While the EPA takes these concerns very seriously, some of the commenter's concerns appear to stem from competitors' potential use of the subpart L data in combination with production volumes reported under subpart OO. Production volumes reported under subpart OO have been determined to be CBI [8] and therefore will not be publicly released by the EPA. In the absence of chemical-specific reporting or any identification of the product of each process, the EPA believes that the number of process steps, assuming this could be deduced from reporting, could not by itself reveal detailed information on manufacturing techniques. Moreover, where a facility produced multiple fluorinated gas products, changes in the number of processes reported from one year to the next could be caused either by the introduction of new products or by changes to the manufacturing techniques used to make current products, as pointed out by the commenter. The identity and number of products whose manufacturing techniques might have changed would remain unknown. Thus, the link between the changed number of process steps and any particular new product or improvement would be uncertain at best. The EPA requests comment on this issue, particularly on why or how the disclosure of the number of process steps would raise a concern (in the absence of data reported under subpart OO by product and facility, which will not be publicly released). Information that would be helpful to the Agency includes the specific information identified on page 81368 in the Call for Information: Information on Inputs to Emission Equations Under the Mandatory Reporting of Greenhouse Gases Rule (75 FR 81366, December 27, 2010).
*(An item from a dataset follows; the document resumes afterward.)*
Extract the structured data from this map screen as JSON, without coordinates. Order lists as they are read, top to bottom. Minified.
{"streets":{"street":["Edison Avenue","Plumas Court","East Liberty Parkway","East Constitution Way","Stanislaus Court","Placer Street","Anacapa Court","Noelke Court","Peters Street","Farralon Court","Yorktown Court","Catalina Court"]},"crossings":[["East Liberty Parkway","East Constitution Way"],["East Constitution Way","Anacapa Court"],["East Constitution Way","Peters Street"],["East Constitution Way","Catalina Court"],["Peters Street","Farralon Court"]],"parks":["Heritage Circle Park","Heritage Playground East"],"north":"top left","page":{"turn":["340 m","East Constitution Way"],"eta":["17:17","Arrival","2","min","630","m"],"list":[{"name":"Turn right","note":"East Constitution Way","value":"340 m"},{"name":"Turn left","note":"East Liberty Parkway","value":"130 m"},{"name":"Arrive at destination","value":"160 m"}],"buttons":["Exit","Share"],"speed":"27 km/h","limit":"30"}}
If the concern regarding the number of process steps relates to the characterization of each process as a reaction, distillation, or packaging process, one option would be to drop this characterization and to identify the process only as a production process, a transformation process where no fluorinated GHG reactant is produced at another facility, or a transformation process where one or more fluorinated GHG reactants are produced at another facility. The process would still be tagged with a letter or number that could be used to identify it from year to year. One disadvantage of this approach is that it would not show whether or how emission levels varied by process subtype. It would, however, still provide information on how emission levels varied by process type. Going further, the identification of the process as a production process or as one of the two types of transformation processes could also be dropped. However, if facilities did not identify emissions that come from transformation processes that transform fluorinated GHGs produced at other facilities, we would lose our ability to distinguish between these “downstream” emissions and the “upstream” emissions that result from the production and transformation of fluorinated gases produced on site. This would interfere with our ability to analyze the impacts of upstream vs. downstream policies. Nevertheless, we would retain critical information on the magnitudes and trends of emissions from each process. We request comment on these options.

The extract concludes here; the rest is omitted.